What to work on: Beneath this line are the data; copy exactly the part of them that opens with the line containing "pinky pip: (551, 416)" and closes with the line containing "pinky tip: (740, 734)", and only that part.

Input:
——————————

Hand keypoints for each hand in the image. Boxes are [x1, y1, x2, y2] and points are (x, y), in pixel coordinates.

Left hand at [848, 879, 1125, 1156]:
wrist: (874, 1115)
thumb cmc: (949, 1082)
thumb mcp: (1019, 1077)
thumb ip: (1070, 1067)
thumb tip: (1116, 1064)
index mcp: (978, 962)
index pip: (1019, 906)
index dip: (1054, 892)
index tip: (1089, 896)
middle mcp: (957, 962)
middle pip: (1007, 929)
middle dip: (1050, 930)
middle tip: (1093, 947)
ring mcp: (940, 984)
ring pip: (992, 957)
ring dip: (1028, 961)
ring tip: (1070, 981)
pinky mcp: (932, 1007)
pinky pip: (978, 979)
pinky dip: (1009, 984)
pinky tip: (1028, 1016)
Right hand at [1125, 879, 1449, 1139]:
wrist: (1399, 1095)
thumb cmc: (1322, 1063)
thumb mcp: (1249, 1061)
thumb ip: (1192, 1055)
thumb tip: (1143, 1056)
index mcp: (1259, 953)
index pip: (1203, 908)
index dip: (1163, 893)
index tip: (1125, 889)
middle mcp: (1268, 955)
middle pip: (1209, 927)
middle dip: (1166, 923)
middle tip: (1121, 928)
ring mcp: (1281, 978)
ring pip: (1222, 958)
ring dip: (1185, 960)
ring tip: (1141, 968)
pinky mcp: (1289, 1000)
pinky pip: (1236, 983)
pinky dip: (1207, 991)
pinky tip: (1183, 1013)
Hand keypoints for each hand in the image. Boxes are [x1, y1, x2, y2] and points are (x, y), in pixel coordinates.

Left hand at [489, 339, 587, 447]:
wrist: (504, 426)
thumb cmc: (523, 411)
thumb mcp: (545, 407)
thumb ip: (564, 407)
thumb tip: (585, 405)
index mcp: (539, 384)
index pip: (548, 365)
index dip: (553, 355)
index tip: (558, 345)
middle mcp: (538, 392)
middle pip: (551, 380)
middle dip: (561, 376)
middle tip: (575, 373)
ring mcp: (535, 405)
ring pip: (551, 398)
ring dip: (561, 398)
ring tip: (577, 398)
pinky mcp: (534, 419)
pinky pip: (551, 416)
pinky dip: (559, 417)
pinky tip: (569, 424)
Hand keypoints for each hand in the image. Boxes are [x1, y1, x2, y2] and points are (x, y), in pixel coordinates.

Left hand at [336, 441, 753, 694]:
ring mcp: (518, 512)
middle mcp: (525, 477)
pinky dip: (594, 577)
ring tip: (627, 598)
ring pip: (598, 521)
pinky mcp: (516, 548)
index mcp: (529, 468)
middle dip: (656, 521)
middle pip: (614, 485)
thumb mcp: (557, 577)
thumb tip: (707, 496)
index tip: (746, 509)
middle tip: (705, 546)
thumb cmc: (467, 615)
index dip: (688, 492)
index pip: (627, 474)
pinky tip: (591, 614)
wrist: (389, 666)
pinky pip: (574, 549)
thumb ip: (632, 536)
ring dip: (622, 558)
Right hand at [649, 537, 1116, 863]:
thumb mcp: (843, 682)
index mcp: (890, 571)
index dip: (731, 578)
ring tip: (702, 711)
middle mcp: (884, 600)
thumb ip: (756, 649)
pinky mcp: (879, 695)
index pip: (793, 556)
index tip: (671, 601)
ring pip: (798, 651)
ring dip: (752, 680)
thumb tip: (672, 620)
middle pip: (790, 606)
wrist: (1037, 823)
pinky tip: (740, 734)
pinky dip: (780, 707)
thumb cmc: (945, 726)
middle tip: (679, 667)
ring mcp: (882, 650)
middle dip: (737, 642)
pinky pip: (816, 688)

——————————

The completed task:
pinky pip: (551, 416)
pinky dip: (559, 417)
pinky tip: (569, 424)
Hand keypoints for each hand in the image. Boxes are [x1, y1, x2, y2] and points are (x, y), in pixel coordinates.

Left hand at [336, 441, 753, 694]:
ring mcp: (518, 512)
middle mcp: (525, 477)
pinky dip: (594, 577)
ring tip: (627, 598)
ring pip: (598, 521)
pinky mcp: (516, 548)
index mcp: (529, 468)
middle dip: (656, 521)
middle pip: (614, 485)
thumb mcp: (557, 577)
thumb tip: (707, 496)
index tip: (746, 509)
middle tip: (705, 546)
thumb cmc: (467, 615)
index dip: (688, 492)
index pip: (627, 474)
pinky tip: (591, 614)
wrist: (389, 666)
pinky pip: (574, 549)
thumb ip: (632, 536)
ring dip: (622, 558)
Right hand at [649, 537, 1116, 863]:
thumb mcp: (843, 682)
index mcp: (890, 571)
index dip: (731, 578)
ring tip: (702, 711)
middle mcp: (884, 600)
thumb ip: (756, 649)
pinky mcp: (879, 695)
index pip: (793, 556)
index tip: (671, 601)
ring pip: (798, 651)
ring dip: (752, 680)
thumb tip: (672, 620)
middle pip: (790, 606)
wrist: (1037, 823)
pinky tip: (740, 734)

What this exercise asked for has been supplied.